Source records

══════

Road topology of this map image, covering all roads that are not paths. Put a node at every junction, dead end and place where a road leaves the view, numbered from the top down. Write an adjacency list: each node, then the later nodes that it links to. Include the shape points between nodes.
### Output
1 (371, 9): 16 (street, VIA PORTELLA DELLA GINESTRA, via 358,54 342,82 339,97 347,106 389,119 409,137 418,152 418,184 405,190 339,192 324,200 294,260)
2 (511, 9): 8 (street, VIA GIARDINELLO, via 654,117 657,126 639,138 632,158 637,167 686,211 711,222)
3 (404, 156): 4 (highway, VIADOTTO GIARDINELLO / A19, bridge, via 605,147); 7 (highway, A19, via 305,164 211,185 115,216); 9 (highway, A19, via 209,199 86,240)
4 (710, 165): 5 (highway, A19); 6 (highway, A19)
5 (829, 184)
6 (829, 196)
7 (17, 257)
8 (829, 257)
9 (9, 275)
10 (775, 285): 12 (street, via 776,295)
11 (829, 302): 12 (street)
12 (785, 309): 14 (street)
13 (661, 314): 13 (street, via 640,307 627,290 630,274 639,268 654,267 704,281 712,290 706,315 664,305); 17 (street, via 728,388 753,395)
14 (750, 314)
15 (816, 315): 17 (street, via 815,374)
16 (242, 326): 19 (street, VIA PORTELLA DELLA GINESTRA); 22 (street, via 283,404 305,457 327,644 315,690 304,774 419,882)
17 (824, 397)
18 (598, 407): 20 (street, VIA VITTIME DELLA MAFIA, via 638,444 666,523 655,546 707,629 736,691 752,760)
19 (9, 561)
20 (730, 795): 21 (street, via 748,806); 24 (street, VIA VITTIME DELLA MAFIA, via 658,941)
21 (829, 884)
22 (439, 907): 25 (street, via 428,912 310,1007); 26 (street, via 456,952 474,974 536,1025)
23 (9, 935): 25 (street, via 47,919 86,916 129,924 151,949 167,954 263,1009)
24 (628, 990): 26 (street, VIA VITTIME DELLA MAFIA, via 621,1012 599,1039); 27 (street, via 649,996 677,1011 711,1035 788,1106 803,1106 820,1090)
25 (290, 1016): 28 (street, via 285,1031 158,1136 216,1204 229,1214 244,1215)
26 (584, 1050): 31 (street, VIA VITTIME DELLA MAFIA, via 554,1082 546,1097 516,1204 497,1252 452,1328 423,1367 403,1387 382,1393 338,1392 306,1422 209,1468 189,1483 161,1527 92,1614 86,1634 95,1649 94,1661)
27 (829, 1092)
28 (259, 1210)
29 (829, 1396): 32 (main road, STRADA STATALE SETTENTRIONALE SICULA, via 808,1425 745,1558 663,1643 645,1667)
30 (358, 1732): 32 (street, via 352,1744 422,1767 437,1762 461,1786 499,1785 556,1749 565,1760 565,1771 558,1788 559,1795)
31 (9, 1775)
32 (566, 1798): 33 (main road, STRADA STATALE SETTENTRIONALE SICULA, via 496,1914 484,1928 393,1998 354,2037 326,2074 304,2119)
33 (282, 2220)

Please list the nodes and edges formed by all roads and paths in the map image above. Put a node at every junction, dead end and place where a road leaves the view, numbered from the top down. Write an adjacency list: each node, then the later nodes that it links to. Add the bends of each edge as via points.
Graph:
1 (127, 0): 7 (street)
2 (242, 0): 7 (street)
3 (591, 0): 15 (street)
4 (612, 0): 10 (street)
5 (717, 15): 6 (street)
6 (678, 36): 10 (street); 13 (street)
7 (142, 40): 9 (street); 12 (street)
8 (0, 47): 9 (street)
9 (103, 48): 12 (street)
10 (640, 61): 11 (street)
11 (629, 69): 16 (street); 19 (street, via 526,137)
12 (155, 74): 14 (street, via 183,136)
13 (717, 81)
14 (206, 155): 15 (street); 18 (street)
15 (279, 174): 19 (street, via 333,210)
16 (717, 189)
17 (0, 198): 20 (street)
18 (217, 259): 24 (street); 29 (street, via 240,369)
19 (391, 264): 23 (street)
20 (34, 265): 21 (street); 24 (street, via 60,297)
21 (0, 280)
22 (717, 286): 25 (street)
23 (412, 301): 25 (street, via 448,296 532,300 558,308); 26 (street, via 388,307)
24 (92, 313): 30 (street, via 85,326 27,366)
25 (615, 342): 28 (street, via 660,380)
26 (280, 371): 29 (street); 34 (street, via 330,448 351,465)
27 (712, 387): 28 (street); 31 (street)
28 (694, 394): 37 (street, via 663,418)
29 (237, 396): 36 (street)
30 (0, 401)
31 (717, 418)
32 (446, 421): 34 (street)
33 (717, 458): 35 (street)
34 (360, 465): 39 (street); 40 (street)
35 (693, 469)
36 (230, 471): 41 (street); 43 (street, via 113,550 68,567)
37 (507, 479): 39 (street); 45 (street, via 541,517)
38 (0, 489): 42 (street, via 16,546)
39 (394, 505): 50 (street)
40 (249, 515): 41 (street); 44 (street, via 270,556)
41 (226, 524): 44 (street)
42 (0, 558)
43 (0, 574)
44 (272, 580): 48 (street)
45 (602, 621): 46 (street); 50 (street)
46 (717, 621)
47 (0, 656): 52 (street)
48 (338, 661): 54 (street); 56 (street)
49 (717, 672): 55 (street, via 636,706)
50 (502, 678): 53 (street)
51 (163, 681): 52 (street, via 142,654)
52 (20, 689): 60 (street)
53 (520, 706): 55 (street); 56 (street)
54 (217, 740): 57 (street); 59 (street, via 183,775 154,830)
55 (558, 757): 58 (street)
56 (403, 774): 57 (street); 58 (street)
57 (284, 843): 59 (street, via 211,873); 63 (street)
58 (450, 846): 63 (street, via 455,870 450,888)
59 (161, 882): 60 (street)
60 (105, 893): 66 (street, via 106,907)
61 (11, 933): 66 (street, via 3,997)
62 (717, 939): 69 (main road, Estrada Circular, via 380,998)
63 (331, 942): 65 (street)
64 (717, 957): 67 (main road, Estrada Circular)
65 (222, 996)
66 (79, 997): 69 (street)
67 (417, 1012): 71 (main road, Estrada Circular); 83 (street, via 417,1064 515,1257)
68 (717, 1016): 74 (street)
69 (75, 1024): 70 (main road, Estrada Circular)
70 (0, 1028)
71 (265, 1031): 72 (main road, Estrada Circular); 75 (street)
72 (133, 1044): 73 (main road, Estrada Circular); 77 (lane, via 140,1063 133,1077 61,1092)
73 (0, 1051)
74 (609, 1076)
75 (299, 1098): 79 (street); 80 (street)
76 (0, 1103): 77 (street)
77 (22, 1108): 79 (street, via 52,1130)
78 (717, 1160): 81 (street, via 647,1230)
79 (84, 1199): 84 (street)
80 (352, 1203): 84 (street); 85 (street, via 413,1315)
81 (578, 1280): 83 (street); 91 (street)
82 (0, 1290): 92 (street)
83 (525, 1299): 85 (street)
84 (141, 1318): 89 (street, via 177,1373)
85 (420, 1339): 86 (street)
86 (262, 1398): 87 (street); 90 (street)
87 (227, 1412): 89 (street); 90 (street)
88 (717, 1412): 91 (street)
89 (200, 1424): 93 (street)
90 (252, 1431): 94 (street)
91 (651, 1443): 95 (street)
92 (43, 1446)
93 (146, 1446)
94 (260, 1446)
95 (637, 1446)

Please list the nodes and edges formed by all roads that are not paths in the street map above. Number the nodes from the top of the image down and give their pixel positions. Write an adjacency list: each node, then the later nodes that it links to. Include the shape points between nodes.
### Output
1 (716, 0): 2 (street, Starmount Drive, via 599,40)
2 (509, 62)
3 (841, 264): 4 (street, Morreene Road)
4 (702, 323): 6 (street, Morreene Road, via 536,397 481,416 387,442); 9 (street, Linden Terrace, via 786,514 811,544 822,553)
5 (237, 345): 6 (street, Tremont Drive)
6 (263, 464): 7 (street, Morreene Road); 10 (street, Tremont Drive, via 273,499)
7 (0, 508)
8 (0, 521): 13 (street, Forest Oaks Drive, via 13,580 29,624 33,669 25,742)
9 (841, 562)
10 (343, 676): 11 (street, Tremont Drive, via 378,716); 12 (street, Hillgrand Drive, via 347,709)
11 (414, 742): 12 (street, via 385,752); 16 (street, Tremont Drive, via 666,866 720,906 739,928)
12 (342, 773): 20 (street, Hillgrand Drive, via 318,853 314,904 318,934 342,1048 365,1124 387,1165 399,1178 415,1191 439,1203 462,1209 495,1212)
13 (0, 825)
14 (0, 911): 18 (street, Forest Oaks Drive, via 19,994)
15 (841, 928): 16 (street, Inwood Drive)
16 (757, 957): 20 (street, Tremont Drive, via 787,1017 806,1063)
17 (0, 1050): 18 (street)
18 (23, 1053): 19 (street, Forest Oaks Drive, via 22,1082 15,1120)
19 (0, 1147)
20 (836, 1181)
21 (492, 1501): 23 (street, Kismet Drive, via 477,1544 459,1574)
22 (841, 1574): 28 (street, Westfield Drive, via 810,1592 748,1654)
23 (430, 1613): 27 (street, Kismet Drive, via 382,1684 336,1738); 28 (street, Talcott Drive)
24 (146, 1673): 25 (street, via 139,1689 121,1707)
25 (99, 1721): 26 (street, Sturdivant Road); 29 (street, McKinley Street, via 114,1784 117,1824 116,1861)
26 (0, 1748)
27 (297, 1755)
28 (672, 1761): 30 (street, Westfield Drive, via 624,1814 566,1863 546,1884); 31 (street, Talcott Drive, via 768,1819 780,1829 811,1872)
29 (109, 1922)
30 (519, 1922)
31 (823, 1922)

══════

Task:
Your answer should be the lines of the records that include the word "Morreene".

Solution to this problem:
3 (841, 264): 4 (street, Morreene Road)
4 (702, 323): 6 (street, Morreene Road, via 536,397 481,416 387,442); 9 (street, Linden Terrace, via 786,514 811,544 822,553)
6 (263, 464): 7 (street, Morreene Road); 10 (street, Tremont Drive, via 273,499)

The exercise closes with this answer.